The goal was simplicity
Nuscale's patented safety features were the idea of Jose N. Reyes, the company's chief technology officer, who wanted to make a reactor small enough so that even after a complete loss of power to its tiny core would cool down on its own, using only gravity and natural circulation.
"The goal was simplicity," said Mr. Reyes. "It became apparent after Fukushima that our design had fundamental differences" with large nuclear reactors, he told Power Magazine.
First, Reyes placed the reactor below ground inside a 10-million-gallon tank of water, he told the New York Times, which will lower the chance of meltdown to a thousandth of the risk of conventional reactors. Should the worst happen - whether triggered by an earthquake or a terrorist attack - and a reactor boils over, any steam released would
drift to the cold outer containment wall bordering the pool and condense into water to cool the core.
Other important design changes: Big pipe leaks? The NuScale reactor doesn't have a pipe larger than three inches. Pump failures? He ditched the pumps. Emergency backup generators don't work? Not even included.

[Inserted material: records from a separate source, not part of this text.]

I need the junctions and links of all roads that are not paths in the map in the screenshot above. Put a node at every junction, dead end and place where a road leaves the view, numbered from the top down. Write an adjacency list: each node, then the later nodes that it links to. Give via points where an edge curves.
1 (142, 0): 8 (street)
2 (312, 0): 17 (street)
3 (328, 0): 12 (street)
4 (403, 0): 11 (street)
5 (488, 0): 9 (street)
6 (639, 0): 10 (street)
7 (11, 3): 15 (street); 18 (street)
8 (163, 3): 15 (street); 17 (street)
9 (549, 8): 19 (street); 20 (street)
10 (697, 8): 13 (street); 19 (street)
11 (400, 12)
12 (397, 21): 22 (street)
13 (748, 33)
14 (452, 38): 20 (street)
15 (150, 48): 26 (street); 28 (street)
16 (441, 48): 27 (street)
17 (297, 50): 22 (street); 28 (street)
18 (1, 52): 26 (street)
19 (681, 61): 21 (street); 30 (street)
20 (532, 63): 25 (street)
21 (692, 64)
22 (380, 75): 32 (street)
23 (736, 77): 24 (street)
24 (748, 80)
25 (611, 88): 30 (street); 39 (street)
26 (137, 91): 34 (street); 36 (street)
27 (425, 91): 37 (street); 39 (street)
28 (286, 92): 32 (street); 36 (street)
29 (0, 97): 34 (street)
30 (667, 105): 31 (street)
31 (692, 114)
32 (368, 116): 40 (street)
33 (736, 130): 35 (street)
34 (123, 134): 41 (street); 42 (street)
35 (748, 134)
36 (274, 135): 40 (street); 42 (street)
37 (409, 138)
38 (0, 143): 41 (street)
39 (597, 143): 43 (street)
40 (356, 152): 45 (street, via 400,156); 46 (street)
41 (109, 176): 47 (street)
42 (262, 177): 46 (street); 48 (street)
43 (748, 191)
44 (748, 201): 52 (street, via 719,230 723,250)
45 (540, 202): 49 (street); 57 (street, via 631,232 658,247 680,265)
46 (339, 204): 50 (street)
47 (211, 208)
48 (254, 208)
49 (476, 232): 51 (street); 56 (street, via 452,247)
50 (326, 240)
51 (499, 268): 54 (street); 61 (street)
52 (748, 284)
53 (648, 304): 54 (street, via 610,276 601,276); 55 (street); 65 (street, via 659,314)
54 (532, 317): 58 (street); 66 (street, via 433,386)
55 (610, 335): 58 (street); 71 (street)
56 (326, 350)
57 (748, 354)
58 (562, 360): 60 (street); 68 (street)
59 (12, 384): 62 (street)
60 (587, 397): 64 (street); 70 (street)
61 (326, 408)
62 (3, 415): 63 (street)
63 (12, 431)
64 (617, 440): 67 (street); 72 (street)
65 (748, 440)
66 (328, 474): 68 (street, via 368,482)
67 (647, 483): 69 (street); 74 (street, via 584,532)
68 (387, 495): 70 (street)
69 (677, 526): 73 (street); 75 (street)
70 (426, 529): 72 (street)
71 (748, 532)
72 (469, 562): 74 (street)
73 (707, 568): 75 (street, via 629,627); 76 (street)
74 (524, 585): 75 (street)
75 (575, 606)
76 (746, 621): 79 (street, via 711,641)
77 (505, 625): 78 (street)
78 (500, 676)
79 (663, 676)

The reactor itself - still only a computer design - will sit inside a containment vessel that measures 82 feet in height and 15 feet in diameter -- a mini-me version of reactors some 200 feet in height and 120 feet in diameter now under construction at two new American nuclear plants. In an important design twist, although the small reactor delivers only one-twentieth the power of conventional reactors, more reactor modules can be added as power is needed. Watch a CGI video showing the operation of the reactor inside the containment vessel.
One small module can produce about 45 megawatts, compared with 1,000 megawatts from a conventional plant. With mass production a goal, modules would be built in a factory, and designed to be small enough to be shipped on special trucks, railroad cars, or barges. Once on site, they could be installed in groups of up to 12. A 540-megawatt installation would cost about $2 billion, compared with $10 billion for a conventional 1,000-megawatt plant.
A speedy three-year construction time also increases the savings and profitability. The company hopes to have this design certified by 2019 and the first commercially operational project working by 2023.
Headwinds for small modular reactors
But economics could keep SMR's out of the future US energy mix. While the company estimates that it can install a 12-pack of its 45-MW NuScale Power Modules (540 MW total plant output) for less than $5,000/kW, the US Energy Information Administration estimates that a new scrubbed coal facility would be $2,694/kW, and a gas-fired combined cycle plant would run $931/kW. Even adding carbon sequestration to the
coal plant still beats out the Nuscale SMR. Memories of 9-11 also add to NuScale's high cost. The building is a reinforced concrete structure designed to withstand the effects of aircraft impact and natural phenomena like earthquakes.
The cheap price of natural gas is another major hurdle. This year five nuclear reactors are either closing or not reopening, and many owners blame competition from natural gas. "Gas is raining on everyone's parade, ruining it for everybody in most electricity markets," Michael Webber, an expert at the University of Texas at Austin, told the New York Times.
Wind is also a fierce competitor with nuclear power. David C. Brown, a representative for Exelon, the Chicago company with the nation's largest network of nuclear reactors, said that the main subsidy for wind, the production tax credit, which pays operators about 2.3 cents per kilowatt-hour for the first 10 years of production, "has been very effective at getting generation built."
He said, Exelon is "seeing this tipping point developing" when several of its zero-carbon reactors may have to be retired because wind power is suppressing those prices around the clock.
It is not clear how this struggle will play out over the next few years. At the moment, according to Mr. Webber, natural gas is so cheap that it is stunting construction of even new plants that would burn natural gas.